Though, part of the reason this feature was implemented is that the historic assumptions are no-longer true. DXR allows each material to register a unique hit shader, so Modern GPUs need to dynamic dispatch based on the result of ray hits.
[1] https://www.amd.com/content/dam/amd/en/documents/radeon-tech...
That's not how it works in practice. Even with hardware accelerated raytracers (like Intel Arc).
AMD systems push the hit/miss onto various buffers and pass them around.
Intel systems push the entire call-stack and shuffles them around.
Lets say your 256 thread-group chunk has 30% "metalic hits", 15% "diffuse hits", and the remaining 55% are misses. You cannot "build up" a new group with just one thread-group (!!!!).
To efficiently run things, you'll need ~4 thread groups (aka: 1024 rays) before you can run a full 256-thread group again for hits, and you'll need ~2 thread-groups (aka: 512 rays) before you get a full 256-thread group again for misses. And finally you'll need ~7 thread-groups (aka: 1792 rays to pass through) before you have the 256-diffuse hits needed to fill up a SIMD Unit.
In all cases, you need to dynamically grow a buffer and "build up" enough parallelism before running the recursive hits (or miss) handlers. The devil is in the details.
Intel has very dedicated and specialized accelerators that moves the stacks around (!!!!) so that all groups remain fully utilized. I believe AMD's implementation is "just" an append buffer followed by a consume buffer, simple enough really. Probably inside of shared memory but who knows what the full implementation details are. (The AMD systems have documented ISAs so we know what instructions are available. AMD's "raytracers" are BVH tree traversal accelerators but don't seem to have stack-manipulation or stack-movements like Intel's raytracing implementation)

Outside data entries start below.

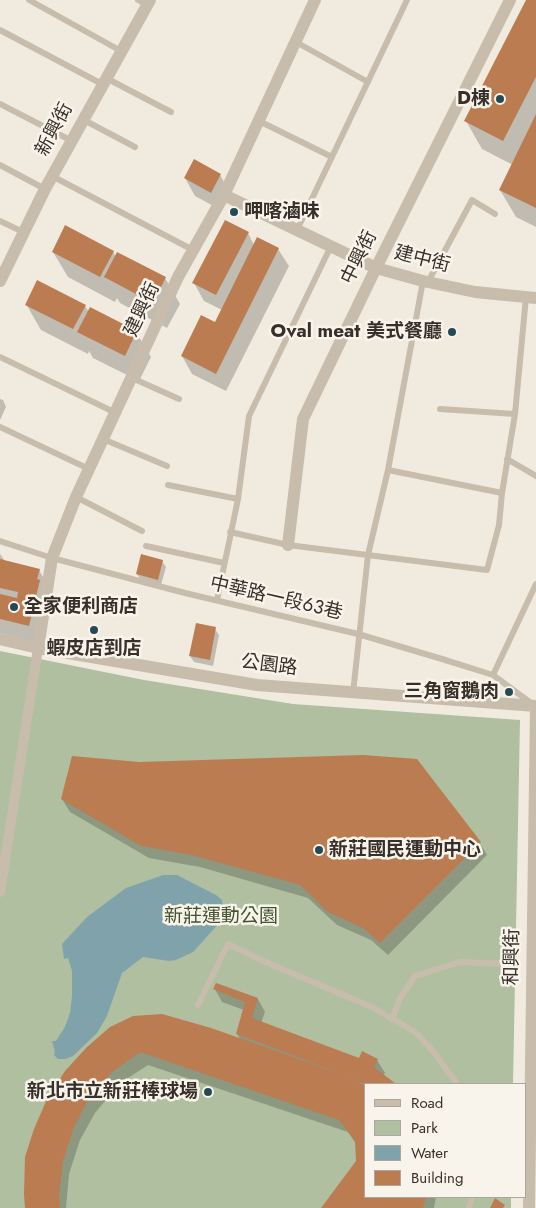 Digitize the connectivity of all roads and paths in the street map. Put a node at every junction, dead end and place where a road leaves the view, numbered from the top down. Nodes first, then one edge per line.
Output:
1 (29, 0) edge
2 (315, 0) edge
3 (407, 0) edge
4 (510, 0) edge
5 (145, 2) edge
6 (0, 30) edge
7 (296, 42) junction
8 (121, 51) junction
9 (104, 81) junction
10 (368, 82) junction
11 (0, 104) edge
12 (171, 112) dead end
13 (82, 119) junction
14 (259, 120) junction
15 (72, 141) junction
16 (135, 148) dead end
17 (332, 157) junction
18 (0, 165) edge
19 (52, 176) junction
20 (45, 189) junction
21 (224, 195) junction
22 (495, 214) dead end
23 (0, 221) edge
24 (296, 230) junction
25 (23, 232) junction
26 (331, 246) junction
27 (193, 250) junction
28 (376, 268) junction
29 (0, 281) edge
30 (425, 282) junction
31 (531, 298) edge
32 (0, 357) edge
33 (132, 378) junction
34 (179, 399) dead end
35 (440, 409) dead end
36 (116, 413) junction
37 (515, 414) junction
38 (0, 428) edge
39 (104, 439) junction
40 (507, 459) junction
41 (167, 466) dead end
42 (89, 470) junction
43 (388, 470) junction
44 (536, 476) edge
45 (168, 485) dead end
46 (502, 492) junction
47 (76, 497) junction
48 (238, 499) junction
49 (142, 532) dead end
50 (230, 532) junction
51 (0, 541) edge
52 (288, 545) junction
53 (146, 546) dead end
54 (368, 555) junction
55 (52, 558) junction
56 (224, 563) junction
57 (536, 584) edge
58 (217, 600) junction
59 (358, 634) junction
60 (0, 638) edge
61 (38, 648) junction
62 (493, 675) junction
63 (353, 693) junction
64 (536, 706) edge
65 (535, 790) edge
66 (534, 860) edge
67 (0, 892) edge
68 (534, 912) edge
69 (508, 964) dead end
70 (198, 1005) dead end
71 (392, 1019) junction
72 (456, 1083) edge
73 (533, 1094) edge
74 (533, 1145) edge
75 (529, 1208) edge

1 - 8 lane
2 - 7 street, 建興街
3 - 10 lane
4 - 28 street, 中興街
5 - 8 street, 新興街
6 - 9 lane
7 - 10 lane
7 - 14 street, 建興街
8 - 9 street, 新興街
9 - 12 lane
9 - 13 street, 新興街
10 - 17 lane
11 - 15 lane
13 - 15 street, 新興街
13 - 16 lane
14 - 17 lane
14 - 21 street, 建興街
15 - 19 street, 新興街
17 - 24 lane
18 - 20 lane
19 - 20 street, 新興街
19 - 27 lane
20 - 25 street, 新興街
21 - 24 street, 建中街
21 - 27 street, 建興街
22 - 30 lane
23 - 25 lane
24 - 26 street, 建中街
25 - 29 street, 新興街
26 - 28 street, 建中街
26 - 48 lane
27 - 33 street, 建興街
28 - 30 street, 建中街
28 - 52 street, 中興街
30 - 31 street, 建中街
30 - 43 lane
31 - 37 lane
32 - 36 lane
33 - 34 lane
33 - 36 street, 建興街
35 - 37 lane
36 - 39 street, 建興街
37 - 40 lane
38 - 42 lane
39 - 41 lane
39 - 42 street, 建興街
40 - 44 lane
40 - 46 lane
42 - 47 street, 建興街
43 - 46 lane
43 - 54 lane
45 - 48 lane
46 - 54 lane
47 - 49 lane
47 - 55 street, 建興街
48 - 50 lane
50 - 52 lane
50 - 56 lane
51 - 55 lane, 中華路一段63巷
52 - 54 lane
53 - 56 lane
54 - 59 lane
55 - 58 lane, 中華路一段63巷
55 - 61 street, 建興街
56 - 58 lane
57 - 62 lane
58 - 59 lane, 中華路一段63巷
59 - 62 lane, 中華路一段63巷
59 - 63 lane
60 - 61 street, 公園路
61 - 63 street, 公園路
61 - 67 street
62 - 64 lane, 中華路一段63巷
63 - 64 street, 公園路
64 - 65 street, 和興街
65 - 66 street, 和興街
66 - 68 street, 和興街
68 - 73 street, 和興街
69 - 71 lane
70 - 71 lane
71 - 72 lane
73 - 74 street, 和興街
74 - 75 street, 和興街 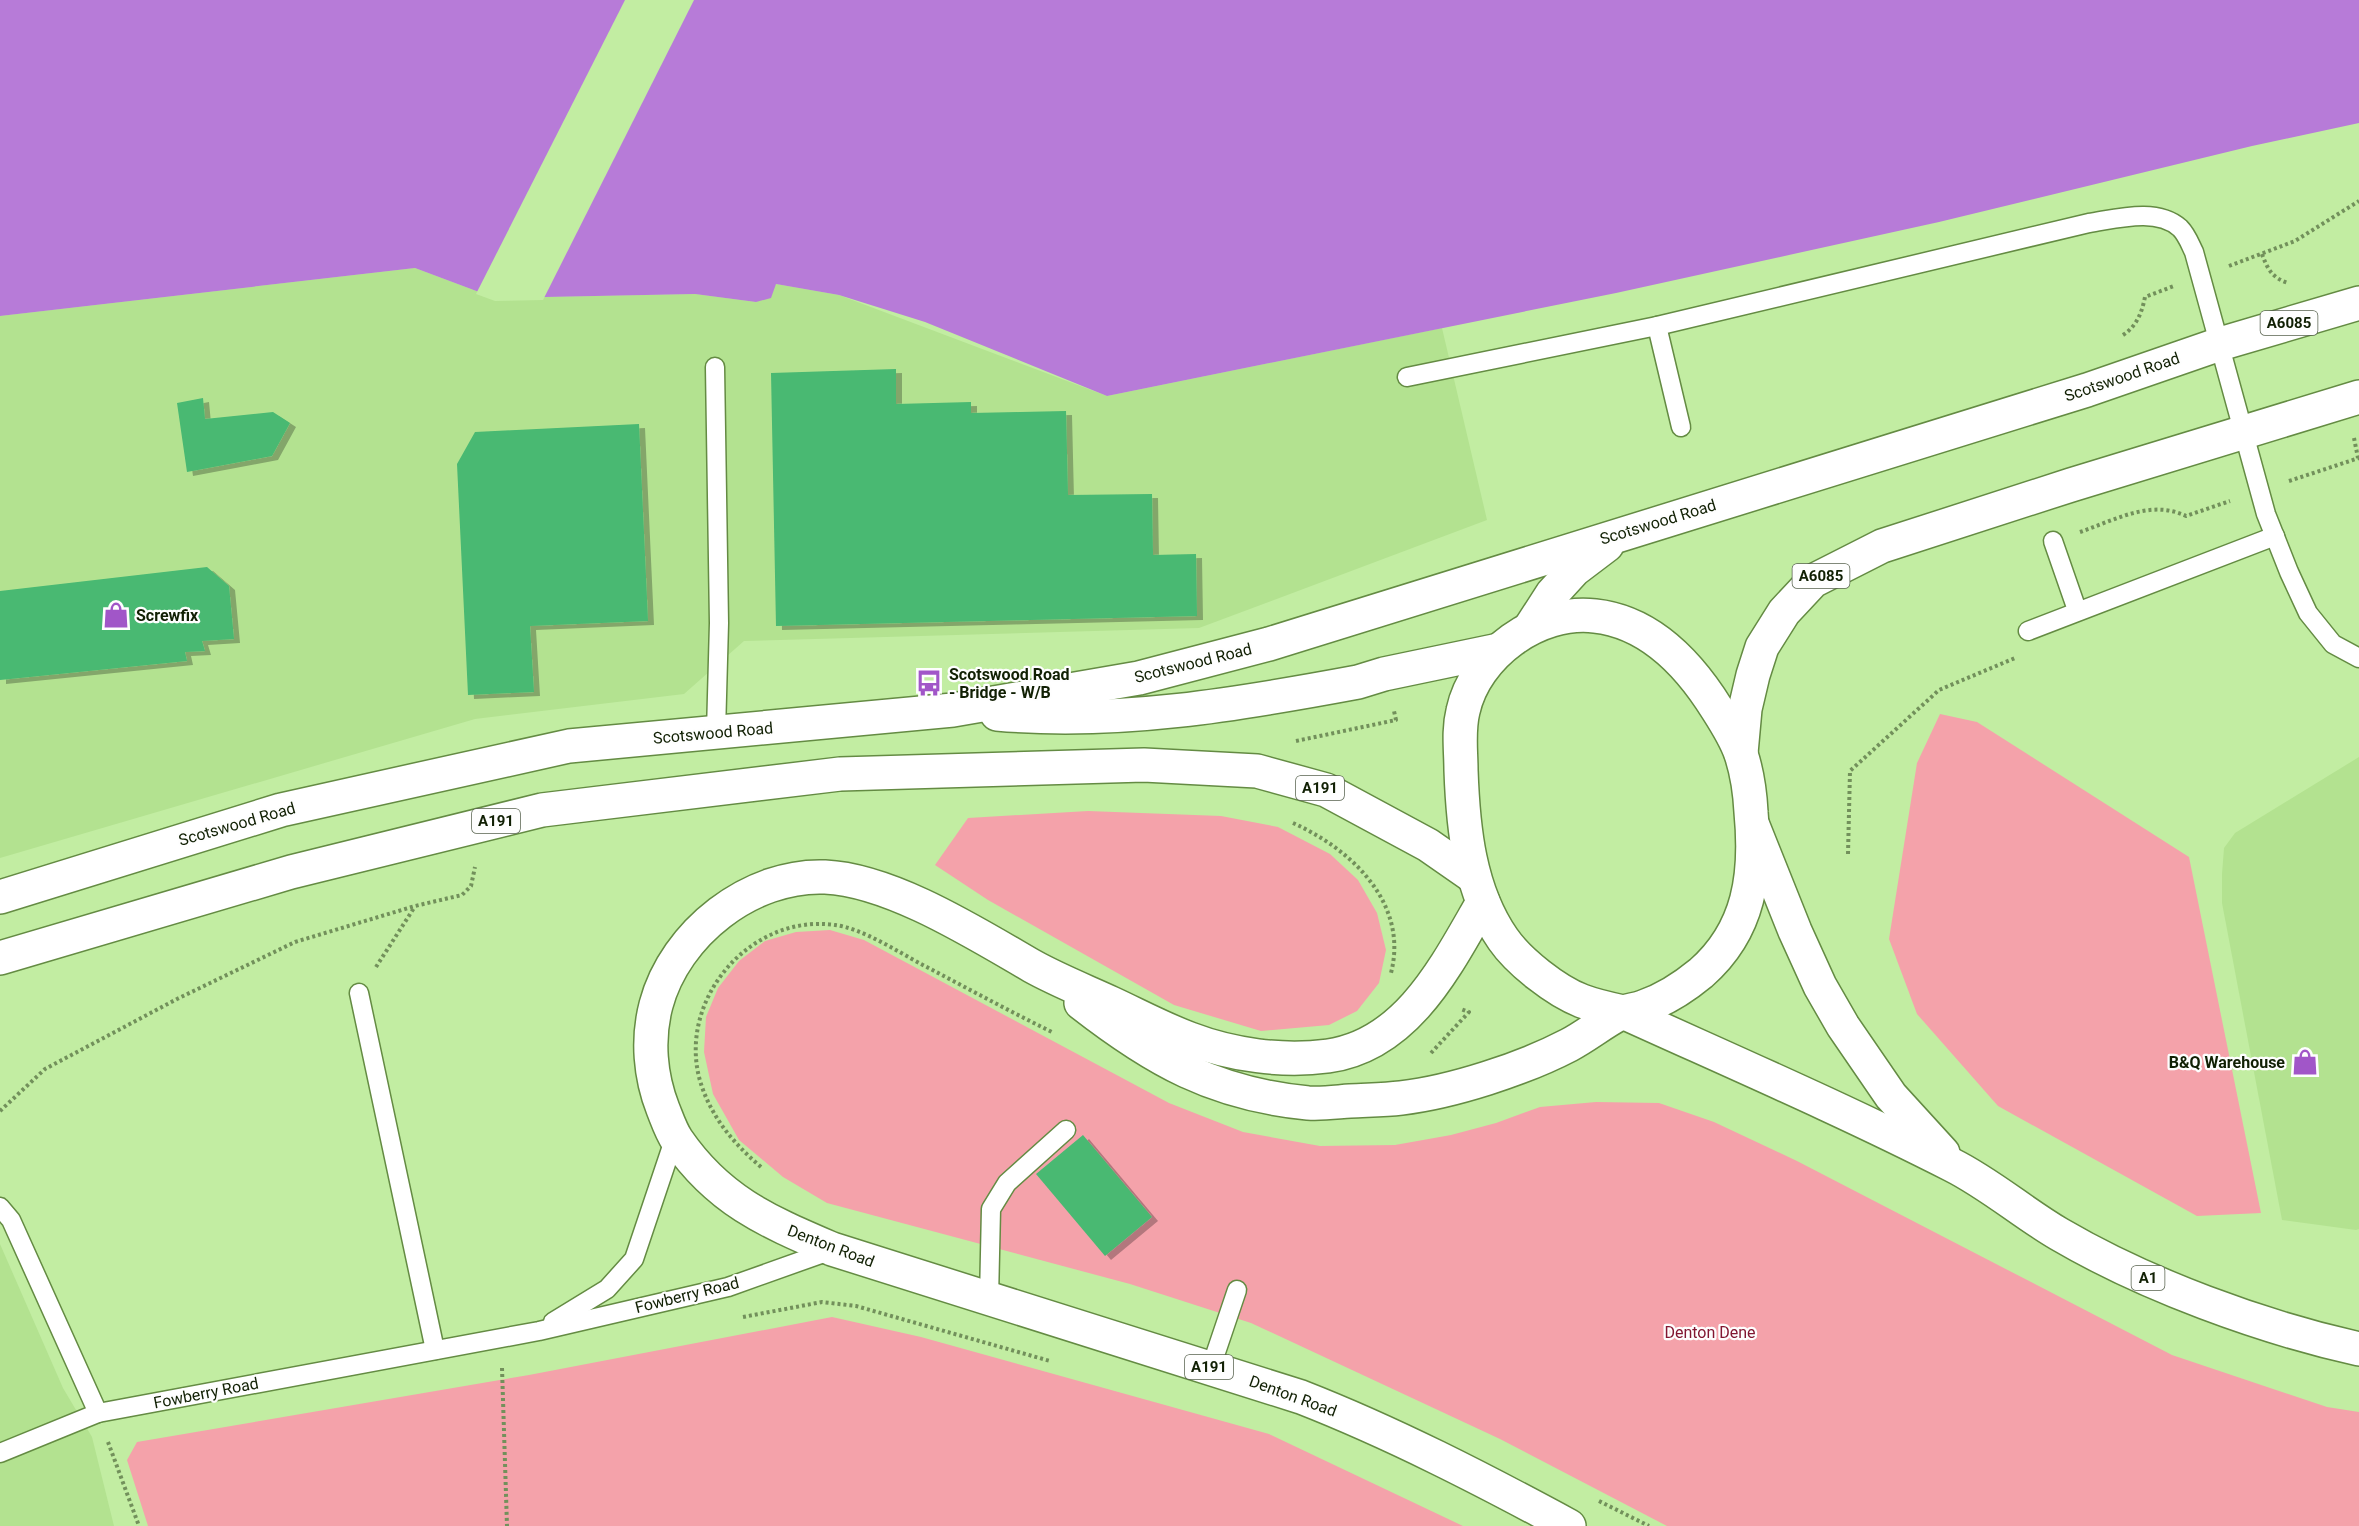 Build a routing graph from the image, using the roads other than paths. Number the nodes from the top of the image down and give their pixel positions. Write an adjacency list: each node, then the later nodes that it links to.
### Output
1 (2359, 303): 3 (main road, Scotswood Road / A6085)
2 (1657, 326): 3 (lane); 5 (lane); 7 (lane)
3 (2220, 344): 8 (lane); 9 (main road, Scotswood Road / A6085)
4 (715, 367): 18 (lane)
5 (1407, 377)
6 (2359, 397): 8 (main road, A6085)
7 (1681, 427)
8 (2244, 431): 10 (lane); 19 (main road, A6085)
9 (1622, 533): 13 (main road); 17 (main road, Scotswood Road / A6085)
10 (2274, 536): 12 (lane); 16 (lane)
11 (2053, 541): 12 (lane)
12 (2077, 610): 14 (lane)
13 (1530, 628): 15 (main road); 19 (main road)
14 (2028, 631)
15 (1499, 650): 17 (main road); 21 (main road)
16 (2359, 658)
17 (953, 710): 18 (main road, Scotswood Road)
18 (716, 732): 22 (main road, Scotswood Road)
19 (1741, 753): 20 (main road)
20 (1753, 826): 26 (main road); 29 (main road, A1)
21 (1479, 890): 23 (main road, A191); 24 (main road, A191); 26 (main road)
22 (0, 897)
23 (0, 958)
24 (1037, 969): 26 (main road, A191); 28 (main road, Denton Road / A191)
25 (359, 993): 36 (lane)
26 (1623, 1012): 29 (main road, A1)
27 (1066, 1130): 33 (lane)
28 (675, 1137): 31 (main road, Denton Road / A191); 34 (lane, Fowberry Road)
29 (1955, 1166): 35 (main road, A1)
30 (0, 1207): 38 (lane)
31 (832, 1250): 33 (main road, Denton Road / A191); 34 (lane, Fowberry Road)
32 (1237, 1290): 37 (lane)
33 (989, 1299): 37 (main road, Denton Road / A191)
34 (539, 1331): 36 (lane, Fowberry Road)
35 (2359, 1349)
36 (435, 1350): 38 (lane, Fowberry Road)
37 (1211, 1367): 40 (main road, Denton Road / A191)
38 (98, 1413): 39 (lane, Fowberry Road)
39 (0, 1453)
40 (1569, 1526) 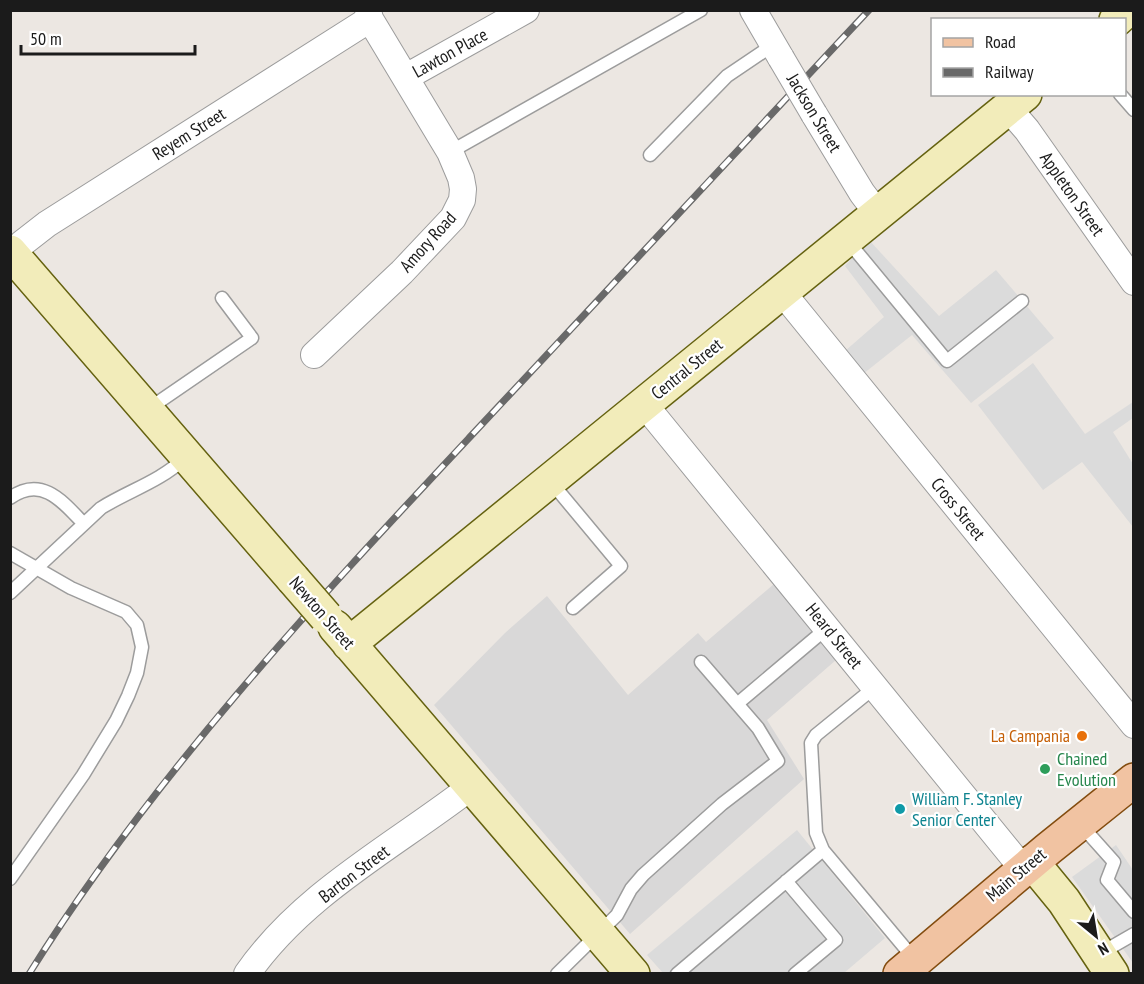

Register numbers aren't dynamically indexed, they're baked into the instruction stream, so there's not really any new information you can't get from the instruction pointer and a static (compiler-generated) lookup table?
On Nvidia you have to be writing in the PTX language to have access to something similar.
> Allocation requests don’t always succeed. s_alloc_vgpr sets the Scalar Condition Code (SCC) to indicate success, or clears it on failure.
So, you can do a binary search:
- set result to zero.
- try to allocate 512. If that succeeds, add 512 to result
- try to allocate 256. If that succeeds, add 256 to result
- try to allocate 128. If that succeeds, add 128 to result
...
- try to allocate 1. If that succeeds, add 1 to result (you’ll want to stop at the granularity at which registers are allocated)
- free ’result’ registers
(This isn’t race-free)
1. Registers are not allocated individually, but in clusters of 32, and...
2. The max registers a single thread can access is 8 clusters (256 registers). The minimum is 1 cluster.
You don't really need much of a binary search for this.
Whatever plan you have needs to be far faster than L1 cache to even make sense. I can imagine some very heavy register-pressure situations where registers are much better than cache accesses.